_Your goal_: In the data below, find each line carrying the string "Уста" and copy it out.

★ ★ ★ ★ ★ ★ ★

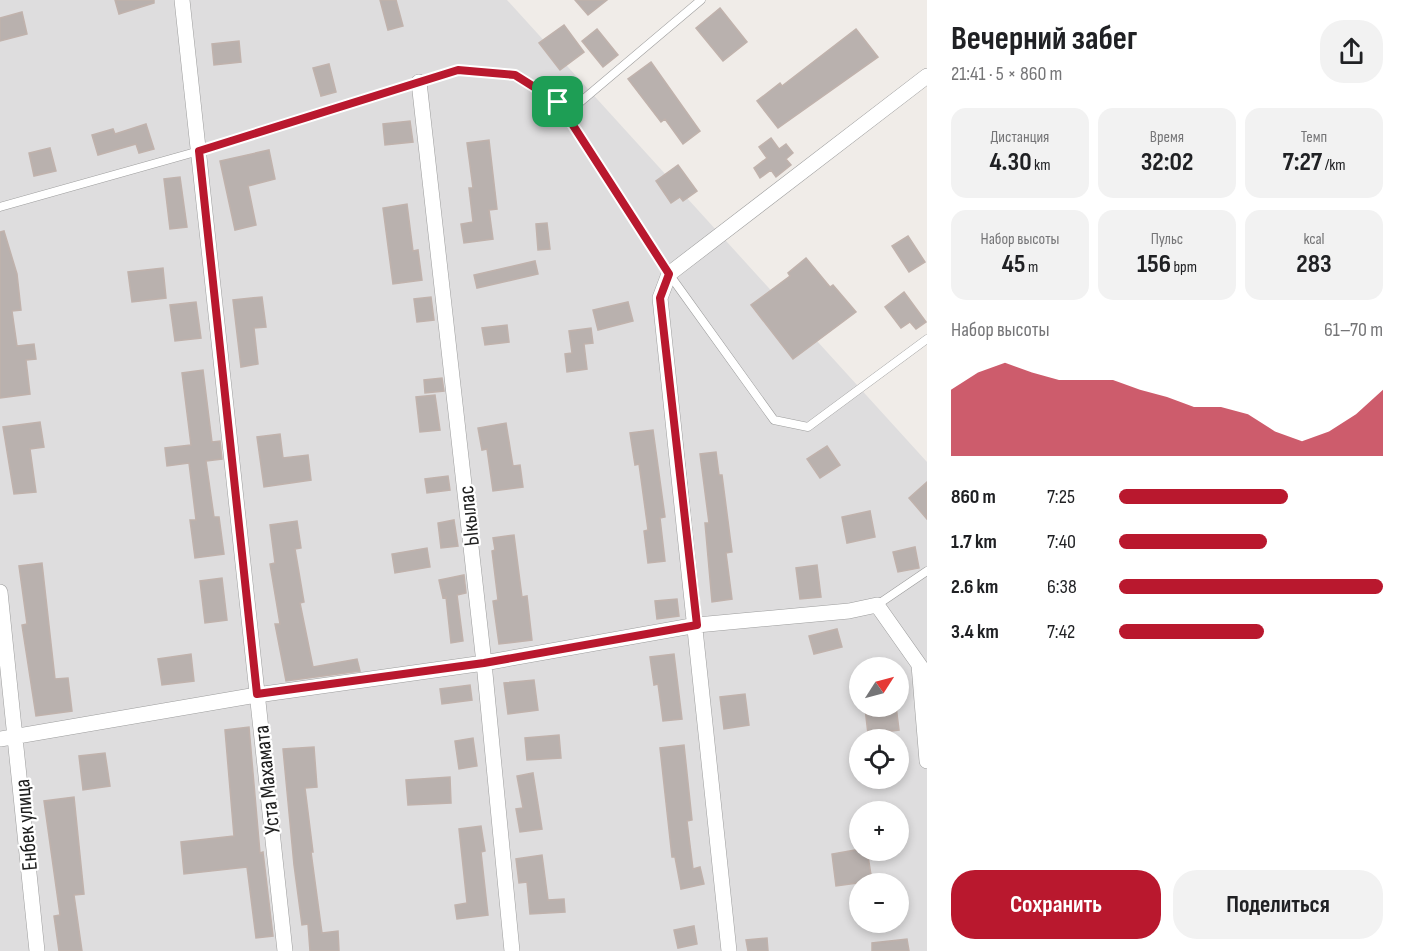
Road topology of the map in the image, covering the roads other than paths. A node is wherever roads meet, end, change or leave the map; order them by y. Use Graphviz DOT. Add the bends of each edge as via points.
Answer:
graph roads {
  1 [pos="182,0"];
  2 [pos="700,0"];
  3 [pos="927,76"];
  4 [pos="419,82"];
  5 [pos="566,114"];
  6 [pos="199,151"];
  7 [pos="0,207"];
  8 [pos="669,274"];
  9 [pos="927,339"];
  10 [pos="927,571"];
  11 [pos="0,592"];
  12 [pos="877,605"];
  13 [pos="697,625"];
  14 [pos="484,663"];
  15 [pos="923,670"];
  16 [pos="257,694"];
  17 [pos="16,736"];
  18 [pos="0,739"];
  19 [pos="927,761"];
  20 [pos="37,951"];
  21 [pos="285,951"];
  22 [pos="512,951"];
  23 [pos="729,951"];
  1 -- 6 [label="street, Уста Махамата"];
  2 -- 5 [label="lane"];
  3 -- 8 [label="street"];
  4 -- 5 [label="lane" via="458,70 515,75 558,102"];
  4 -- 6 [label="lane"];
  4 -- 14 [label="street, Ыкылас"];
  5 -- 8 [label="lane"];
  6 -- 7 [label="lane"];
  6 -- 16 [label="street, Уста Махамата"];
  8 -- 9 [label="lane" via="774,420 808,427"];
  8 -- 13 [label="street" via="660,298"];
  10 -- 12 [label="lane"];
  11 -- 17 [label="street, Енбек улица"];
  12 -- 13 [label="street"];
  12 -- 15 [label="street"];
  13 -- 14 [label="street"];
  13 -- 23 [label="street"];
  14 -- 16 [label="street"];
  14 -- 22 [label="street, Ыкылас"];
  15 -- 19 [label="street"];
  16 -- 17 [label="street"];
  16 -- 21 [label="street, Уста Махамата"];
  17 -- 18 [label="street"];
  17 -- 20 [label="street, Енбек улица"];
}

★ ★ ★ ★ ★ ★ ★

_Your solution_:
  1 -- 6 [label="street, Уста Махамата"];
  6 -- 16 [label="street, Уста Махамата"];
  16 -- 21 [label="street, Уста Махамата"];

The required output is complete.